Saturday, October 9, 2010

Park bench pickups

Getting hit on by a homeless person is always an event that causes some reflection. Today happened to be one of those moments, because as I was walking down the street a park-bench dweller met my gaze and hit me with the cool opening line of “Hey”, while giving me the up-and-down gaze. Mmmmmm awesome. This was especially troubling because I actually took a shower today and put on mostly clean clothes. It’s taken me two full years to live down my infamous first semester of college when I took the entire term to finish one average size bottle of shampoo.

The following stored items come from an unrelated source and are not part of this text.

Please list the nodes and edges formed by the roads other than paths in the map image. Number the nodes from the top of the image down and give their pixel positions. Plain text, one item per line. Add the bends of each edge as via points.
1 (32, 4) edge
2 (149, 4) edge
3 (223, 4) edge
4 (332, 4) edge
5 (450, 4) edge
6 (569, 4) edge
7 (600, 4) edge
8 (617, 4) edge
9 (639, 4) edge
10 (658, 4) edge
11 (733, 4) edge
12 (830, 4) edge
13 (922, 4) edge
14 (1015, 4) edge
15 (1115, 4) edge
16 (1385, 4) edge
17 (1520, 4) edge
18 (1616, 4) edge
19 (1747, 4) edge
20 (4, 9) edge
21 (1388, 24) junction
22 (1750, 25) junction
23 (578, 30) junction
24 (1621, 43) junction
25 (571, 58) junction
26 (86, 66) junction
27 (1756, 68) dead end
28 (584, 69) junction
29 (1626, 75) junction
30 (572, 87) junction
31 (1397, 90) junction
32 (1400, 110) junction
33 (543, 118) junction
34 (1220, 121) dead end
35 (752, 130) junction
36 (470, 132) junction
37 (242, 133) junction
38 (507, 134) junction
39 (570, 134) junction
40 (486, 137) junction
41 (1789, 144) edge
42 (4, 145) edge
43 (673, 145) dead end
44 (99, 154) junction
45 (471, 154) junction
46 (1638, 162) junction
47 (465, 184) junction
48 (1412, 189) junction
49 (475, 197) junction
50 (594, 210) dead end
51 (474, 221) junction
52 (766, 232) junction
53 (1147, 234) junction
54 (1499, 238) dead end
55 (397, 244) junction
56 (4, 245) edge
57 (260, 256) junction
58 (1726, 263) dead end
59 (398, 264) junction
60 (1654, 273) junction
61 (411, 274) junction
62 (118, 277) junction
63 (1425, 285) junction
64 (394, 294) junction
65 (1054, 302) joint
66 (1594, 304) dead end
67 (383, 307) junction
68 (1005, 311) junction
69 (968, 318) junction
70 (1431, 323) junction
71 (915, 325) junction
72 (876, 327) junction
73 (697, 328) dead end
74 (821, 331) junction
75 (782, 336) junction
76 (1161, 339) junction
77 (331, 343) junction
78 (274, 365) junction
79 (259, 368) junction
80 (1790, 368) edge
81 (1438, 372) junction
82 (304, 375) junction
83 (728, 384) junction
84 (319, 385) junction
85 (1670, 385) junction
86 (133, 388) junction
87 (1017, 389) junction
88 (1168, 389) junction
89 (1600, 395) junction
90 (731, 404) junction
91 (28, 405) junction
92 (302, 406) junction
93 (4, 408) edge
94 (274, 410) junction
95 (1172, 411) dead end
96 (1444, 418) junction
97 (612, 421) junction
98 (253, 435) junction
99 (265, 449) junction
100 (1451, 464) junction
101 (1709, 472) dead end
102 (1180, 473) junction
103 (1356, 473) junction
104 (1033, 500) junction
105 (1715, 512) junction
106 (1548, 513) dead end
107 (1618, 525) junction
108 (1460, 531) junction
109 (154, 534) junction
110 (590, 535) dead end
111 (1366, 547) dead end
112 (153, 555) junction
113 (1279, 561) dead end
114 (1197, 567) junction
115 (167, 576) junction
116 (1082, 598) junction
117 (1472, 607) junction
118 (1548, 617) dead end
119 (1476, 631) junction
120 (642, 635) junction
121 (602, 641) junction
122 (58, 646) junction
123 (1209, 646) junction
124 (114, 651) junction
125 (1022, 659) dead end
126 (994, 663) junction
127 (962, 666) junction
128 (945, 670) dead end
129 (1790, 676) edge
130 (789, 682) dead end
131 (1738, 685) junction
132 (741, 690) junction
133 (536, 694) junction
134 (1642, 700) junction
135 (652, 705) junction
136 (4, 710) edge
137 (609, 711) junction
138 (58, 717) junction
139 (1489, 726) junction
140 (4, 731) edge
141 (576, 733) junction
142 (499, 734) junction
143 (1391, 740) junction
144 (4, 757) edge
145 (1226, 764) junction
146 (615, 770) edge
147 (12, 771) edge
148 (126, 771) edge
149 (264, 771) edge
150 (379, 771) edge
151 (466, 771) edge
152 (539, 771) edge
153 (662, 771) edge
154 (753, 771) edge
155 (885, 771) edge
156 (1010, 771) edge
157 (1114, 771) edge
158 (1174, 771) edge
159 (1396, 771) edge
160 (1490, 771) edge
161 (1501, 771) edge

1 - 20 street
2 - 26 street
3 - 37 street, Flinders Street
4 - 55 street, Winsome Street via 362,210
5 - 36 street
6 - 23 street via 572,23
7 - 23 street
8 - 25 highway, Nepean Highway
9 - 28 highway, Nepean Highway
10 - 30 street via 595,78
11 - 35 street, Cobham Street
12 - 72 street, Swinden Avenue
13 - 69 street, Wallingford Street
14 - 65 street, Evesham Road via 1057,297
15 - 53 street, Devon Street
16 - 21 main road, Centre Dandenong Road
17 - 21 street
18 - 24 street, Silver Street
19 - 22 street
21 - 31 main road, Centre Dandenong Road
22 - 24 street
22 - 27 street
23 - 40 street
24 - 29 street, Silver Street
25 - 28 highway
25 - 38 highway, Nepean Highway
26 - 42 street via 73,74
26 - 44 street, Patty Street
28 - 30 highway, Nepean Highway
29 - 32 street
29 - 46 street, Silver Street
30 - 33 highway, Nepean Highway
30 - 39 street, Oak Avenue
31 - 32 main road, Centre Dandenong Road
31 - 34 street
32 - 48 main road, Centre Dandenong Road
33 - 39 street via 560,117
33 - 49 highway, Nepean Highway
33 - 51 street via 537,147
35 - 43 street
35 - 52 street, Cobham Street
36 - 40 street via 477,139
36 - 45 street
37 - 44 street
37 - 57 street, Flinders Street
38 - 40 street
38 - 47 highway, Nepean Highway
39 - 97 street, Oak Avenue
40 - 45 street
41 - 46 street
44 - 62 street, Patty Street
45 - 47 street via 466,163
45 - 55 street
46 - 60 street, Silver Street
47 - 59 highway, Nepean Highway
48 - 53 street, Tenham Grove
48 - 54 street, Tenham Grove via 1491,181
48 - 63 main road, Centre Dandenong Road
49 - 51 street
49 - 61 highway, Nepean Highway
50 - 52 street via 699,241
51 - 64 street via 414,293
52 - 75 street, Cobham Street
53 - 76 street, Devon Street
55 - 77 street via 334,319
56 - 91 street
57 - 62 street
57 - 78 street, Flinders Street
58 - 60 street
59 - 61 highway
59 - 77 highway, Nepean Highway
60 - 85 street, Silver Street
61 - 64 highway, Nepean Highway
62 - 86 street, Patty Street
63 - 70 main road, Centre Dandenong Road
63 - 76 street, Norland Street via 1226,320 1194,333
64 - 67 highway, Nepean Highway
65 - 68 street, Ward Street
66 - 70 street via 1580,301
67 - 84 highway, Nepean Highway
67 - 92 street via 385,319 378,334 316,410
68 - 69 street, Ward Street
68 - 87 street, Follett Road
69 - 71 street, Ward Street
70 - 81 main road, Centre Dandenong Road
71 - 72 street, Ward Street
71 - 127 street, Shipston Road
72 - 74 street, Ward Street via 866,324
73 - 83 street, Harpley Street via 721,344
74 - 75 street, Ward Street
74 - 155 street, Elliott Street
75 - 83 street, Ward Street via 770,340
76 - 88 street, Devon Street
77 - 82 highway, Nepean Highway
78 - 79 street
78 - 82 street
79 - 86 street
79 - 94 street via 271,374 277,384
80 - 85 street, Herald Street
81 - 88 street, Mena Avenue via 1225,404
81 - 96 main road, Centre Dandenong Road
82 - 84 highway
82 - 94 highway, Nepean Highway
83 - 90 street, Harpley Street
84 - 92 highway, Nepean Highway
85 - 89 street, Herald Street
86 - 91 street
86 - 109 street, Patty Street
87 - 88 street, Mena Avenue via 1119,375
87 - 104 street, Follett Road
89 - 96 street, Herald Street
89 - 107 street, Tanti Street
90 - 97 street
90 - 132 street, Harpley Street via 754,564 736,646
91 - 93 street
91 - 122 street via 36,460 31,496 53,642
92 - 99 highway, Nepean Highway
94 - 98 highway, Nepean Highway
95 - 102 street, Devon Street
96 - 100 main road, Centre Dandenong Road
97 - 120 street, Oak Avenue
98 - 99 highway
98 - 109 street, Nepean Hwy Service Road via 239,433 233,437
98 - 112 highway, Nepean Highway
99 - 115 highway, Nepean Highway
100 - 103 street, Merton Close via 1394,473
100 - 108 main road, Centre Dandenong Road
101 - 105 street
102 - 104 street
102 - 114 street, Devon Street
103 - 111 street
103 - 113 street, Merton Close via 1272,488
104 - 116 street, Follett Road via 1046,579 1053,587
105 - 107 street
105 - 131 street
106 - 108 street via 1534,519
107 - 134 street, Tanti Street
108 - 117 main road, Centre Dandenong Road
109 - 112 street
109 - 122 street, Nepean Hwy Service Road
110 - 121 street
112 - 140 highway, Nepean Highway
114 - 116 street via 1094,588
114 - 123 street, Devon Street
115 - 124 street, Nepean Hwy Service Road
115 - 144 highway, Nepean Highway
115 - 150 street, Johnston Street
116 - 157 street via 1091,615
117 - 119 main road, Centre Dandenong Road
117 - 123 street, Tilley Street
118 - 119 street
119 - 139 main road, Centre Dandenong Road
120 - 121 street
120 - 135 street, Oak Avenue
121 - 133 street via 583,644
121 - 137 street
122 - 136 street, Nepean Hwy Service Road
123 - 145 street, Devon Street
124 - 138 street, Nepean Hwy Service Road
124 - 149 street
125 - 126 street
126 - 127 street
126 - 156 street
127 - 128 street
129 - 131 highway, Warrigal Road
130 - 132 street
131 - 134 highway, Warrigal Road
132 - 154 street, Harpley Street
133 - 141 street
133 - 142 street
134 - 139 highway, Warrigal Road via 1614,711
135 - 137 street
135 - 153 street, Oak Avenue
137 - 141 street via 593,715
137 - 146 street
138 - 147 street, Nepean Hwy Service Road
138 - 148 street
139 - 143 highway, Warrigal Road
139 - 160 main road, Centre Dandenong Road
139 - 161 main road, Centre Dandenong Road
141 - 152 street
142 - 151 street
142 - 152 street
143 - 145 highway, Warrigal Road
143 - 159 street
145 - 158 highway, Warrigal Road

So maybe I shouldn’t be so quick to judge. After all, it’s a rare person that can say “Hey World, maybe I don’t have a house, or a sustainable income, or a full set of teeth- but that doesn’t mean I can’t date”. At least we would never fall into the classic dating ruts like dinner and a movie, or dinner indoors. And maybe the fact that I’m a cheapskate would actually come in handy on the streets- instead of coming back to thoroughly humiliate me. Like today, for instance, when I tripped on my $7 flipflops in front of a crowd of residents because I’m too cheap to buy a new pair. And some little blonde sorority candidate named Kaitlin looked at her best friend Caitlin and then looked at me with a look of pathetic sympathy that really only meant she was so glad it was me instead of her. And of course most of the residents there were mine- so they all got to see ‘Big Laine’ take a ‘Big Fall’.